Detect negative and uncertain findings¶
This step detects negative and uncertain findings using patterns.
By default, the program uses the negation and uncertainty patterns in the patterns
folder.
However, You can specify customized patterns such as --neg-patterns=<file>
.
Patterns on the dependency graph¶
The pattern is a semgrex-type pattern for matching node in the dependency graph.
Currently, we only support <
and >
operations.
A detailed grammar specification (using PLY, Python Lex-Yacc) can be found in ngrex/parser.py
.
Since v2.0, NegBio integrates the CheXpert algorithms. NegBio utilizes a 3-phase pipeline consisting of pre-negation uncertainty, negation, and post-negation uncertainty (Irvin et al., 2019). Each phase consists of rules which are matched against the mention; if a match is found, then the mention is classified accordingly (as uncertain in the first or third phase, and as negative in the second phase). If a mention is not matched in any of the phases, it is classified as positive.
You can specify customized patterns via --neg-patterns=<file>
, --pre-uncertainty-patterns=<file>
, and --post-uncertainty-patterns=<file>
. Each file is an yaml-format file that consists of a list of patterns. Each pattern must have an id
field and a pattern
field. This allows NegBio to associate each pattern with the detected negation/uncertainty, to maximum the transparency. Examples can be found at patterns
.
Regular expression patterns¶
NegBio also allows to use the regular expression to match simple cases. This function can also speed up the detection process, because pattern matching on the dependency graph is relatively slower. NegBio will first use regular expressions to match the text. If not found, semgrex is then used.
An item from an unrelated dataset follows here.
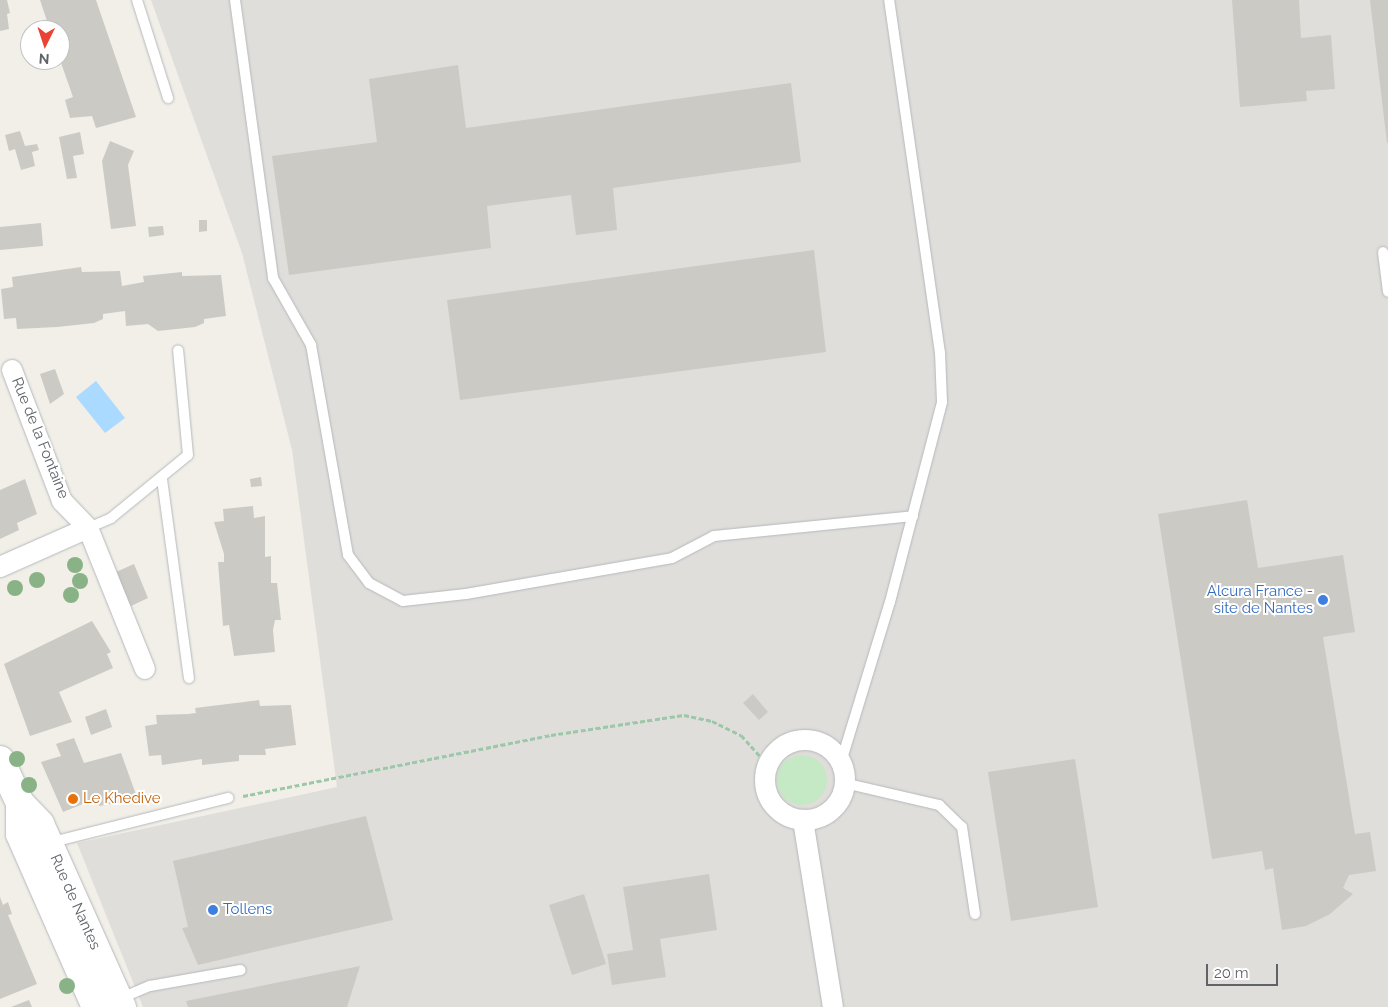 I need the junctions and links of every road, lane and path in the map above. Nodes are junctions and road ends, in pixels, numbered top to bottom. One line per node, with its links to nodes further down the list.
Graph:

You can specify customized patterns via --neg-regex-patterns=<file>
and --uncertainty-regex-patterns=<file>
. Each file is an yaml-format file that consists of a list of patterns. Each pattern must have an id
field and an pattern
field. Examples can be found in patterns
.
Cleans intermediate information¶
This step removes intermediate information (sentence annotations) from the BioC files.